Create a project
To start reviewing a dataset with ASReview LAB, you first need to create a project. The project will contain your dataset, settings, labeling decisions, and machine learning models. You can choose from three different project types: Oracle, Exploration, and Simulation. The project setup consists of 4 steps: Project information, Data, Model, and Warm up. The sections below explain each of the steps of the setup.
To create a project:
Go to the Projects dashboard if you are not already there (http://localhost:5000/projects)
Click on the Create button on the bottom left
In Step 1, you provide all relevant information about your project as well as the type of project you want (the mode). The sections below provide more information on the input fields. After you complete this step, click next.

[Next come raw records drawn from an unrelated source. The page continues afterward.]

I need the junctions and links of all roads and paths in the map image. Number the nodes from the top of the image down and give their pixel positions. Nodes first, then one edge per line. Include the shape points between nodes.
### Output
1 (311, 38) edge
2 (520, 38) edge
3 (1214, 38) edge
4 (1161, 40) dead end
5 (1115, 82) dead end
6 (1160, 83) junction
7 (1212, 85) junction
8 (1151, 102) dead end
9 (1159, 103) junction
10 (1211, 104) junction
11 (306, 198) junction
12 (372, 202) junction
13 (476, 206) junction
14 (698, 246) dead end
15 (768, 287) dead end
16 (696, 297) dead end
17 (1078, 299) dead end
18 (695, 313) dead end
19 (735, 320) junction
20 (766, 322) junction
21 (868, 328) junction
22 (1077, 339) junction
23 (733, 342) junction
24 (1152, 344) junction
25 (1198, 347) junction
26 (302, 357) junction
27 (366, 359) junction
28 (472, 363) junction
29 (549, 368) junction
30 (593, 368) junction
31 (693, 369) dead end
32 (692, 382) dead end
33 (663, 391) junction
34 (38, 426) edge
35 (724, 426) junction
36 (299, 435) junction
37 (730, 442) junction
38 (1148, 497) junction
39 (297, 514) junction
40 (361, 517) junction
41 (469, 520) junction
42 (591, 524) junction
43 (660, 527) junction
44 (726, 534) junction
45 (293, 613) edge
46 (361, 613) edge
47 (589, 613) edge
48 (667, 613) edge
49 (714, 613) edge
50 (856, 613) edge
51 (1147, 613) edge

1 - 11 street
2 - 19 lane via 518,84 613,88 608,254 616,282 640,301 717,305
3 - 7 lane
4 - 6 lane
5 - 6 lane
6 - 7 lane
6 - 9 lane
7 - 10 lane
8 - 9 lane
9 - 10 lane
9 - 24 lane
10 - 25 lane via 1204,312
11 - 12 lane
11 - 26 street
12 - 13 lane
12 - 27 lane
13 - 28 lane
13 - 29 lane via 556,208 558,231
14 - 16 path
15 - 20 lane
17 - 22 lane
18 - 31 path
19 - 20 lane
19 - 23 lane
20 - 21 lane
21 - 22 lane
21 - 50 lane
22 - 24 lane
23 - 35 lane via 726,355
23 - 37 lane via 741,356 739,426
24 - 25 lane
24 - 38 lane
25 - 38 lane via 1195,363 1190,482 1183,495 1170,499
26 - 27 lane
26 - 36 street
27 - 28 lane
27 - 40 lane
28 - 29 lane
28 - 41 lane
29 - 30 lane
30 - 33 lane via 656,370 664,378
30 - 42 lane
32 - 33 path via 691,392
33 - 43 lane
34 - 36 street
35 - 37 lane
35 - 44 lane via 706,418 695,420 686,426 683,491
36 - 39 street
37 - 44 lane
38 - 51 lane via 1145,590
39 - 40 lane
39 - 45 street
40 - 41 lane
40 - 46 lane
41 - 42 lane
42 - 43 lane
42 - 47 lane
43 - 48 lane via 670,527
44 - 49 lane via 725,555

In this step, you have to select a mode. The default is Oracle. Oracle mode is used to screen an unlabeled dataset with the help of AI (it’s fine if you already have labels, these will used as prior knowledge). The other two modes, Simulation and Exploration, require fully labeled datasets. They are useful for teaching purposes or studying the performance of active learning in a simulation study.
You have an Unlabeled, or Partially labeled data -> Oracle
You have a Fully labeled data -> Simulation or Exploration.
Provide project details like name of the project (required), author(s) (for example, the name of the screener), and a description. You can edit these values later in the Details page.
In Step 2, you import a dataset and select prior knowledge.
Click on Add to select a dataset. The data needs to adhere to a specific format.
Depending on the Project mode, you are offered the following options for adding a dataset. Keep in mind that in Oracle mode, your dataset is unlabeled or Partially labeled data. For Exploration and Simulation mode, you need Fully labeled data.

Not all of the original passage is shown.